Plagues and pandemics: 7 powerful works by artists of old

by | Apr 27, 2020 | Art, Society and Culture

People are being bombarded daily with news of the coronavirus pandemic. Many must be tired of the subject. So why would Marine Café Blog share artworks that depict past plagues? First, because they remind us that massive outbreaks of diseases are nothing new. Second, because art can help us deal with our own emotions and sublimate them into some form of activity — such as doing something creative or helping others in these dark, tumultous times.

Plague in an Ancient City, circa 1650-1652
Michael Sweerts (Flemish, 1618–1664) )
Source: Los Angeles County Museum of Art

The plague seems to have sapped the vitality of the city in Baroque artist Michael Sweerts’ painting. The figures look static and even laid-back. However, a closer look will reveal many varying expressions of anguish, dread and despair.

The Fifth Plague of Egypt (Liber Studiorum, part III, plate 16), 1808
Joseph Mallord William Turner (British, 1775–1851)
Source: The Metropolitan Museum of Art

Turner’s powerful etching depicts the plague of hail — the seventh (not the fifth as the title erroneously states) of ten plagues the Bible says God inflicted on Egypt.
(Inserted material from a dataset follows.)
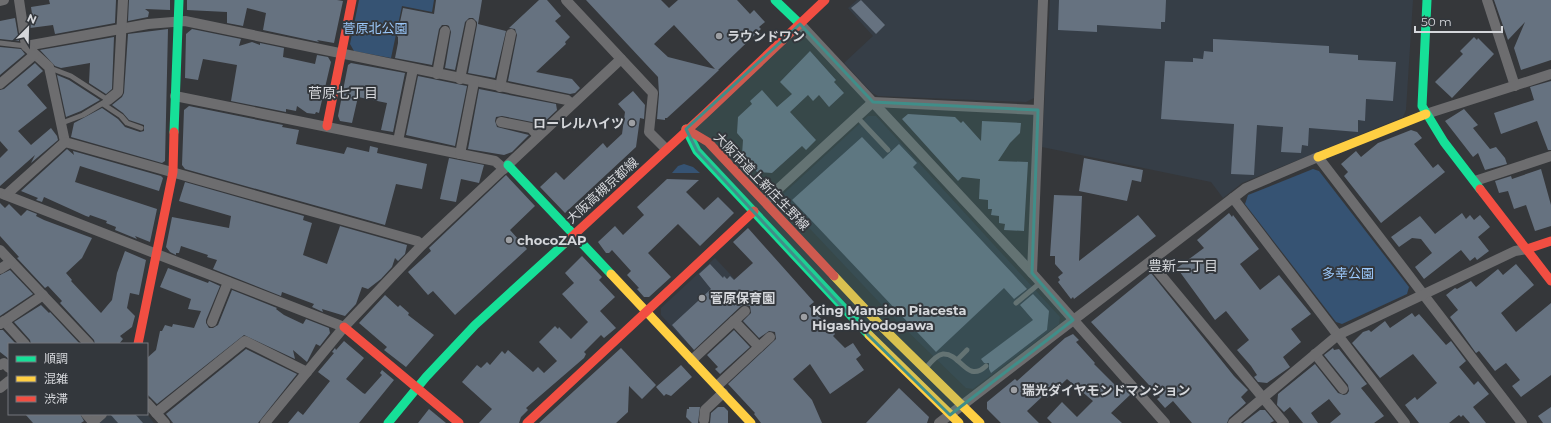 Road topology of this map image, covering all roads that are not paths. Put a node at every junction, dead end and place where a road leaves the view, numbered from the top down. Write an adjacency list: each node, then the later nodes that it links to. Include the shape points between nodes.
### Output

It shows the moment when Moses (on the right side) “stretched out his rod toward heaven; and the Lord sent thunder and hail, and fire darted to the ground. And the Lord rained hail on the land of Egypt” [Exodus 9:22-23]. To reinforce the image of destruction, the foreground shows two dead horses and a dead man lying next to a fallen tree.

A Cloaked Figure Passing Through the Street (at the Time of the Plague
in London), 1861
Charles Samuel Keene (British, 1823 – 1891)
Source: Art Institute of Chicago

The solitary figure of a fully covered man walking along a cobbled street is enough to stoke fear and a sense of foreboding. Learn more about the Great Plague of London (1664–65) in Daniel Defoe’s A Journal of the Plague Year (click here to download the PDF edition).

Plague Victims of Rome (Les pestiferes de Rome), date not provided
Alphonse Legros (French, 1837 – 1911)
Source: National Gallery of Art, Washington DC

In times of calamity, many turn to religion. The priest giving Holy Communion in Alphonse Legros’ etching obviously could not stop the plague. But who can doubt that he gave the afflicted a sense of peace and perhaps even hope?

The Plague, 1903
Max Klinger (German, 1857– 51920)
Source: Philadelphia Museum of Art

In Klinger’s engraving, the spectre of death pervades the hospital ward to strike terror amongst the patients and the nurses who are caring for them. The image seems all too familiar to those who watch cable TV for news of COVID-19. 

Saint Thecla Praying for the Plague-Stricken, 1758–59
Giovanni Battista Tiepolo (Italian, 1696–1770)
Source: The Metropolitan Museum of Art

Who can say that prayer does not help during a pandemic? As Mahatma Gandhi wrote, “prayer is not an asking. It is a longing of the soul. It is a daily admission of one’s weakness.”

Four Horsemen of the Apocalypse, ca. 1497/1498
Albrecht Dürer (German, 1471–1528)
Source: The Metropolitan Museum of Art

One need not be a Christian to believe in the Biblical story of the Four Horsemen of the Apocalypse (Revelation, 6:1–8) . The world constantly witnesses all four as depicted in Dürer’s woodcut— Death on his pale horse, Famine with his weighing scales, War waving a sword, and Plague with his bow and arrow.